━━━ RECORD EXTRACTS
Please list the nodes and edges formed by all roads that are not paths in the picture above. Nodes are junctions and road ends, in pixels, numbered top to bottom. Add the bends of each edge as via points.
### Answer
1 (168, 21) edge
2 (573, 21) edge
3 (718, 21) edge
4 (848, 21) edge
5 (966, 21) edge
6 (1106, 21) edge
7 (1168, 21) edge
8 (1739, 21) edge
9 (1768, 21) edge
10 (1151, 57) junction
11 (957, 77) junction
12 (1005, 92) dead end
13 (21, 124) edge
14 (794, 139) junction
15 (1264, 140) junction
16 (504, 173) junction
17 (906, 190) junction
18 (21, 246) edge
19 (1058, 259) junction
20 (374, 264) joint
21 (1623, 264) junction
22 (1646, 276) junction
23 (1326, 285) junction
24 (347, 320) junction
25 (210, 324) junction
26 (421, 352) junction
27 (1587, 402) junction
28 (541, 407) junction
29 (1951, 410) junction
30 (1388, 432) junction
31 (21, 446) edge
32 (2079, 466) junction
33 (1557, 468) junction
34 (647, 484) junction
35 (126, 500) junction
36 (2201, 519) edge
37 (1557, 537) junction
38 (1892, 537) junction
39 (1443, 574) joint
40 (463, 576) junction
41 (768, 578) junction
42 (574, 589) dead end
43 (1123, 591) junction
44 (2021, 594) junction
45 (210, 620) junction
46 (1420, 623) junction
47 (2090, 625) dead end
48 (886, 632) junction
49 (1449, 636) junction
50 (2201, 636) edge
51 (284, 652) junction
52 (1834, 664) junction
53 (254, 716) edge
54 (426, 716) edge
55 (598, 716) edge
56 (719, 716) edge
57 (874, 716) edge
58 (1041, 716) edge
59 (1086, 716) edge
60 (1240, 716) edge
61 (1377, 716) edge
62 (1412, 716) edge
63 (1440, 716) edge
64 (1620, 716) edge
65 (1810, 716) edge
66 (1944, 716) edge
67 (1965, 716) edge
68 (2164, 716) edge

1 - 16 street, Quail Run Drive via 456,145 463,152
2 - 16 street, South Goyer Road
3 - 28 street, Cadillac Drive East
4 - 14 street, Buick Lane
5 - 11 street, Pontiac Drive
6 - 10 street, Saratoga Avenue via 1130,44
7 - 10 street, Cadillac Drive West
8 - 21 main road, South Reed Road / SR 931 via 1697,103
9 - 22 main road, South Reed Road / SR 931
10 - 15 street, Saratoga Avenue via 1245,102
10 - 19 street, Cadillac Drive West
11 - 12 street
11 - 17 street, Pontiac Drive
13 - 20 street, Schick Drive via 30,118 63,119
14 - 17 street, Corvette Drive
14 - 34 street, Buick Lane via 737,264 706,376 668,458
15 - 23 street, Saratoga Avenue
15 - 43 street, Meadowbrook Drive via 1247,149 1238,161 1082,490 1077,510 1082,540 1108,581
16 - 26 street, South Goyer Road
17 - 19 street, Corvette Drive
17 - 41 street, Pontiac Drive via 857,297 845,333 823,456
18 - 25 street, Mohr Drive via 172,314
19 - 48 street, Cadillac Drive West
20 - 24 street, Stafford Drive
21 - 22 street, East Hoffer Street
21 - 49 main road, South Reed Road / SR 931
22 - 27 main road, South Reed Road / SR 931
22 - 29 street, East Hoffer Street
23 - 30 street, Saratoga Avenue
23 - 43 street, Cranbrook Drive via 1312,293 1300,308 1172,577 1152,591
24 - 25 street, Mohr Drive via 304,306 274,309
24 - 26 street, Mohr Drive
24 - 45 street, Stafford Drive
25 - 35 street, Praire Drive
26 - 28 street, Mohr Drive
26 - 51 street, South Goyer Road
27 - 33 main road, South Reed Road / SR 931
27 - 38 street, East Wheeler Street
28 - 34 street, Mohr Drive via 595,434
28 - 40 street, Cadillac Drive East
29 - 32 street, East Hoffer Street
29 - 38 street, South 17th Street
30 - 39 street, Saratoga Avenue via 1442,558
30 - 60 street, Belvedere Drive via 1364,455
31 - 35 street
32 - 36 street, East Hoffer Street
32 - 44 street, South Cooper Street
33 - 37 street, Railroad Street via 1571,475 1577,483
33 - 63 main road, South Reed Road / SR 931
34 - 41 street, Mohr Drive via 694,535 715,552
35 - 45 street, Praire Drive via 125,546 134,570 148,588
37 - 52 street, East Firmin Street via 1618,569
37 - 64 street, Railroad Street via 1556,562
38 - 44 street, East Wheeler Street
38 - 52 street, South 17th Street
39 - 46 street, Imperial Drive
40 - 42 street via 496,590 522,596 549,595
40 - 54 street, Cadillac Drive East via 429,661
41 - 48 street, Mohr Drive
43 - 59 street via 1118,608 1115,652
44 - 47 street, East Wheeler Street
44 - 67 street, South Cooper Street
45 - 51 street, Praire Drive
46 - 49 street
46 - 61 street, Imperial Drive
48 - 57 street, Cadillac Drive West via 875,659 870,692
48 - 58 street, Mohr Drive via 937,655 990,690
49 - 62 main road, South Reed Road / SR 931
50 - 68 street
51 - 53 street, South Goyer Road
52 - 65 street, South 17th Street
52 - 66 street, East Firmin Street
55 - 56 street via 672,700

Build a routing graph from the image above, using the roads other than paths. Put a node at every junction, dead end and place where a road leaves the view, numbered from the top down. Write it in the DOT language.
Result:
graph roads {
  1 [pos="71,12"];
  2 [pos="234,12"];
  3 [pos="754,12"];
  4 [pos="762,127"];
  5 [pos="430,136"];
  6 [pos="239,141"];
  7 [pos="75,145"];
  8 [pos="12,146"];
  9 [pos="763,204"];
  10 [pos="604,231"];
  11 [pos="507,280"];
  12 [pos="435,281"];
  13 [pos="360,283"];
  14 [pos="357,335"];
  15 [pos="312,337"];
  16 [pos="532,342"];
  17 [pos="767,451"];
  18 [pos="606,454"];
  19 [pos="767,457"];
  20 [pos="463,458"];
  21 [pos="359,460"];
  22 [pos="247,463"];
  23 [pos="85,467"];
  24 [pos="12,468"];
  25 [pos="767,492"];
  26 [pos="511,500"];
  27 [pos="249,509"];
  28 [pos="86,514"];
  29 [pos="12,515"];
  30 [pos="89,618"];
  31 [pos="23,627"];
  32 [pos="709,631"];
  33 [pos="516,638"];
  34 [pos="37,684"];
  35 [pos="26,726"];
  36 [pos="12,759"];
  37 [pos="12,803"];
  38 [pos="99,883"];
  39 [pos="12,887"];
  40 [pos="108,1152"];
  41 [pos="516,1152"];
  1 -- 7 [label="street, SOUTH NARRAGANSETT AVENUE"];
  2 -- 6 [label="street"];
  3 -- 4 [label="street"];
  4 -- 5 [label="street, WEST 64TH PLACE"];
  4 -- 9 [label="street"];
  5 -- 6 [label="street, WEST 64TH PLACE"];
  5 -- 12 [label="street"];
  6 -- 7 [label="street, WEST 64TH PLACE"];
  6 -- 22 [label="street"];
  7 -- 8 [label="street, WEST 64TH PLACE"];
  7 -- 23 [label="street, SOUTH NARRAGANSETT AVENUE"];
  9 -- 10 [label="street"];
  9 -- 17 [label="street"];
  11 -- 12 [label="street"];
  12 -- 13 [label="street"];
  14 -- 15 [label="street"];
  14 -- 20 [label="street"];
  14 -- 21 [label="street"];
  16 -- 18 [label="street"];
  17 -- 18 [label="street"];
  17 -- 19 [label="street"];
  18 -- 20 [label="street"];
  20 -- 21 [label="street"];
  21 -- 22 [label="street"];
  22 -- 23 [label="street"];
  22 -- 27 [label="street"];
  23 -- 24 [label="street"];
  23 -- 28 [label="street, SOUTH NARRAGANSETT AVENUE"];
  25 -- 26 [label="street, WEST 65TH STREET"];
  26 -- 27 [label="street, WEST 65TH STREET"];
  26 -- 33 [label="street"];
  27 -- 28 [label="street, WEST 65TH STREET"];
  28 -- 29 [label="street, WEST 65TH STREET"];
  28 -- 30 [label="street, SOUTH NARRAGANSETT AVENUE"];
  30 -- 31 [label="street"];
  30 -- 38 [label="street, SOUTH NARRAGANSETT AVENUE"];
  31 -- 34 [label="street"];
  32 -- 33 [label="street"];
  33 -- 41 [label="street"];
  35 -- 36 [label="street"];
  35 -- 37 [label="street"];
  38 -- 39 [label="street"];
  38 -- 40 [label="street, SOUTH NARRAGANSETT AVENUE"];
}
━━━━━━
= ACTIVITY =
Filter the entries above down to the lines that contain the word "Mohr".

= EXPECTED ANSWER =
18 - 25 street, Mohr Drive via 172,314
24 - 25 street, Mohr Drive via 304,306 274,309
24 - 26 street, Mohr Drive
26 - 28 street, Mohr Drive
28 - 34 street, Mohr Drive via 595,434
34 - 41 street, Mohr Drive via 694,535 715,552
41 - 48 street, Mohr Drive
48 - 58 street, Mohr Drive via 937,655 990,690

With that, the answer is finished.